Il a fait un bond de trois mètres en arrière et il a failli renverser nos diabolos. Il a dévisagé sa mère sans capter, puis il s’est tourné vers moi.

— Ellie, qu’est-ce que vous avez fait à ma mère ?! Pourquoi est-ce qu’elle pense que je suis le diable ?

— T’as fumé un joint ou quoi ?! On a cru que tu t’étais fait zigouiller ! Mec, où est-ce que t’étais passé ?

— Mais qu’est-ce qui vous arrive ? Est-ce que ma mère va bien ? Et mon père ?

J’ai ouvert la bouche comme un poisson, mais rien ne m’est venu. Je l’ai refermée aussi sec pour ne pas avaler les mouches et j’ai essayé de comprendre ce qu’il se passait devant mes yeux. Sophie était à deux doigts de remettre une claque à son fils. Elle l’a fait assoir à la table de la cuisine. Elle s’est mise en face de lui (en claquant son verre de diabolo si fort que j’ai cru que l’eau gazeuse et le sirop allaient sortir du verre). Alex était complètement paumé entre nous, les jumeaux choqués qui le regardaient comme la huitième merveille du monde, et sa mère, qui s’était remise à le disputer.

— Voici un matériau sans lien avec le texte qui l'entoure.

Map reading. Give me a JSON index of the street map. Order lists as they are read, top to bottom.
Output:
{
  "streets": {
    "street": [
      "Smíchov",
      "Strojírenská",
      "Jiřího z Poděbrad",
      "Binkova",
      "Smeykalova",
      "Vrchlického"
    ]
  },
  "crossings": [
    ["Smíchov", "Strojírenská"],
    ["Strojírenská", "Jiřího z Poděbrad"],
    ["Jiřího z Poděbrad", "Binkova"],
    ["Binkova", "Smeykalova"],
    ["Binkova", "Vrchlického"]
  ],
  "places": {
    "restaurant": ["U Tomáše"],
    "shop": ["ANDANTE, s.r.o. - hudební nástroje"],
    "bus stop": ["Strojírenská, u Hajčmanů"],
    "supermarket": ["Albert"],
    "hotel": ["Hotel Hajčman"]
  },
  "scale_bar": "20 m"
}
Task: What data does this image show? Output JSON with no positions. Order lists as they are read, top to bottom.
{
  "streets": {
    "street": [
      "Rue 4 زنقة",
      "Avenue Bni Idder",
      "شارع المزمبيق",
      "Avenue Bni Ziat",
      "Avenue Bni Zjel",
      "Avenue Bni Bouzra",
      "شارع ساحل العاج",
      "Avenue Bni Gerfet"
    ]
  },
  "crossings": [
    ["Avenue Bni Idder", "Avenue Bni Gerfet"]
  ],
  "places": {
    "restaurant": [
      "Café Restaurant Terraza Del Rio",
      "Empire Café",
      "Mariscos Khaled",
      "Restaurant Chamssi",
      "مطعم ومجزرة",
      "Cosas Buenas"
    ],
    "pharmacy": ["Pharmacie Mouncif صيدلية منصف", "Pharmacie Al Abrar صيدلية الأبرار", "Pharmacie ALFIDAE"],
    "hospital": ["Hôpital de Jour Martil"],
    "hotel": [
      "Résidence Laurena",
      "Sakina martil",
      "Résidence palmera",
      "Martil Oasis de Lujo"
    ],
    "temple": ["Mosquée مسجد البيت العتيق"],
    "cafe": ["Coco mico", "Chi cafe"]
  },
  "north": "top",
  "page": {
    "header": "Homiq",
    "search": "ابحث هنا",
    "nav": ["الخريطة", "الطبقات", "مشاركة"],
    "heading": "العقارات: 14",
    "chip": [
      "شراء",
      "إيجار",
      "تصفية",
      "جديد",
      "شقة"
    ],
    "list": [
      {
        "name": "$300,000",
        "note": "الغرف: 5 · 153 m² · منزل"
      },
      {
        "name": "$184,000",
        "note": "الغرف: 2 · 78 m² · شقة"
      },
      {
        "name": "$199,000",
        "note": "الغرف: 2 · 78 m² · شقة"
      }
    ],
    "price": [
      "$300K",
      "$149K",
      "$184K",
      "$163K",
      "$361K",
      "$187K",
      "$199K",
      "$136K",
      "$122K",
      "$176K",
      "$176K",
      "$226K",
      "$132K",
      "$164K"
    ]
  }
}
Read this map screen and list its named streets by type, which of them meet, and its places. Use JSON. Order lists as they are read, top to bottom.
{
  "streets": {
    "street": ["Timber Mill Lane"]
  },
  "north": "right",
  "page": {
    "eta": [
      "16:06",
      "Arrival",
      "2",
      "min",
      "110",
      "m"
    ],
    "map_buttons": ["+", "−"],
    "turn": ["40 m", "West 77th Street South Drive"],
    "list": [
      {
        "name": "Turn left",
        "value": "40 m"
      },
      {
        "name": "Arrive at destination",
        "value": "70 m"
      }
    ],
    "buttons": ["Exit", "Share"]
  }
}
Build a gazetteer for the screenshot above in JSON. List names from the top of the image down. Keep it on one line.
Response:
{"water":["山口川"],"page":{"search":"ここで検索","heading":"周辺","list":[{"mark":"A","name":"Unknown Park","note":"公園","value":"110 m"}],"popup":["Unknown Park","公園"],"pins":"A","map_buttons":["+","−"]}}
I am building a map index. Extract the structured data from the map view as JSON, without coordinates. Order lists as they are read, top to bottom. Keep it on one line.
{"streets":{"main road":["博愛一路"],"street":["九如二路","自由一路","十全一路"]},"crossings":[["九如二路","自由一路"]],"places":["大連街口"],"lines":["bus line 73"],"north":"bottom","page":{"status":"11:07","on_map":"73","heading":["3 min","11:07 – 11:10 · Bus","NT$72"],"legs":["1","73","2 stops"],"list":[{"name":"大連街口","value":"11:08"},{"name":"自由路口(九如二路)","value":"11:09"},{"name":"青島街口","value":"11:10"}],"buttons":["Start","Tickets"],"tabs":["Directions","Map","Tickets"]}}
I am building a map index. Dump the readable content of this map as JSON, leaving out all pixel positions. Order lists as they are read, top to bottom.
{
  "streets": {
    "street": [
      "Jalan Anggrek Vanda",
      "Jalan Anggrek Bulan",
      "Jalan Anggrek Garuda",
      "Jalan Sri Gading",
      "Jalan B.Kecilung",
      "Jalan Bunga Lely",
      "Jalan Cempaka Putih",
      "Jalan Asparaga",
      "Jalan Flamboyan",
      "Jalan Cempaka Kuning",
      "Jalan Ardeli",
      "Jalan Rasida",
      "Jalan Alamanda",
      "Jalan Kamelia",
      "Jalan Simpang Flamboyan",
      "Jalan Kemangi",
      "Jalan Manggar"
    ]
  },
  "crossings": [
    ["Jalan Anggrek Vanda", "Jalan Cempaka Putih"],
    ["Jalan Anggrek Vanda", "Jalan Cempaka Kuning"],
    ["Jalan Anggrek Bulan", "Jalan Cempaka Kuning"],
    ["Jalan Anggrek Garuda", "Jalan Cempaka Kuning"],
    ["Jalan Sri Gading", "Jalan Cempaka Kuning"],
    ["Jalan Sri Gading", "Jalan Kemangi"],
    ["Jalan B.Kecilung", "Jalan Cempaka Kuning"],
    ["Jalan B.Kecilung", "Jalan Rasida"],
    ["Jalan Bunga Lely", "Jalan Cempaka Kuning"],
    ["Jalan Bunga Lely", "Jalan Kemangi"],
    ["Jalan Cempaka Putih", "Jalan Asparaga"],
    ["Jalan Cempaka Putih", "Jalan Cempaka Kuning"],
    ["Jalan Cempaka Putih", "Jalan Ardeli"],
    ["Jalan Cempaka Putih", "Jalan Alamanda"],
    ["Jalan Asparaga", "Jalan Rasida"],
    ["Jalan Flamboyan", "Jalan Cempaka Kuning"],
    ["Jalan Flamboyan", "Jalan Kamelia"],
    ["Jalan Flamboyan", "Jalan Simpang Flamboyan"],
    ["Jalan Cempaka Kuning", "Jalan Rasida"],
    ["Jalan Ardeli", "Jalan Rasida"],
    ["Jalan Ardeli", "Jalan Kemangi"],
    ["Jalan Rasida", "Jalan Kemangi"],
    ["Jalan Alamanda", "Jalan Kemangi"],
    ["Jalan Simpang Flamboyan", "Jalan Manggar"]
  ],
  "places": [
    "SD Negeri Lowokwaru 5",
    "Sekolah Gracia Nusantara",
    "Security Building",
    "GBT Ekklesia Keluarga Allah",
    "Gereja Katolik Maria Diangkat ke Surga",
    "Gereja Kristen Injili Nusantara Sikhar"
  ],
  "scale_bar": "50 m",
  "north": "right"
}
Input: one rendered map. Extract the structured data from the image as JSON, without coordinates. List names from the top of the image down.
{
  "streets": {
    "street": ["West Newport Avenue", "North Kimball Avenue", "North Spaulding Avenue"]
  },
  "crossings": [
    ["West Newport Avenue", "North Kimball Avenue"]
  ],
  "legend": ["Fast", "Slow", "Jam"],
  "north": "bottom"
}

— J’ai cru qu’Amber t’avait persuadé de fuguer ! De couper les ponts avec nous ! J’ai cru qu’elle t’avait emmené vivre dans une cahute en bambou au beau milieu des montagnes. J’ai cru que tu t’étais fait renverser en traversant la rue ! J’ai cru qu’on t’avait enlevé et séquestré, j’ai cru que des voyous t’avaient pris en otage, j’ai cru qu’Amber s’était servie de toi et qu’elle t’avait revendu à des chefs de gangs japonais ! J’ai même cru que tu étais perdu, que tu t’étais cogné la tête et que tu avais perdu la mémoire. J’ai cru que tu étais dans le coma, gravement blessé, à l’hôpital !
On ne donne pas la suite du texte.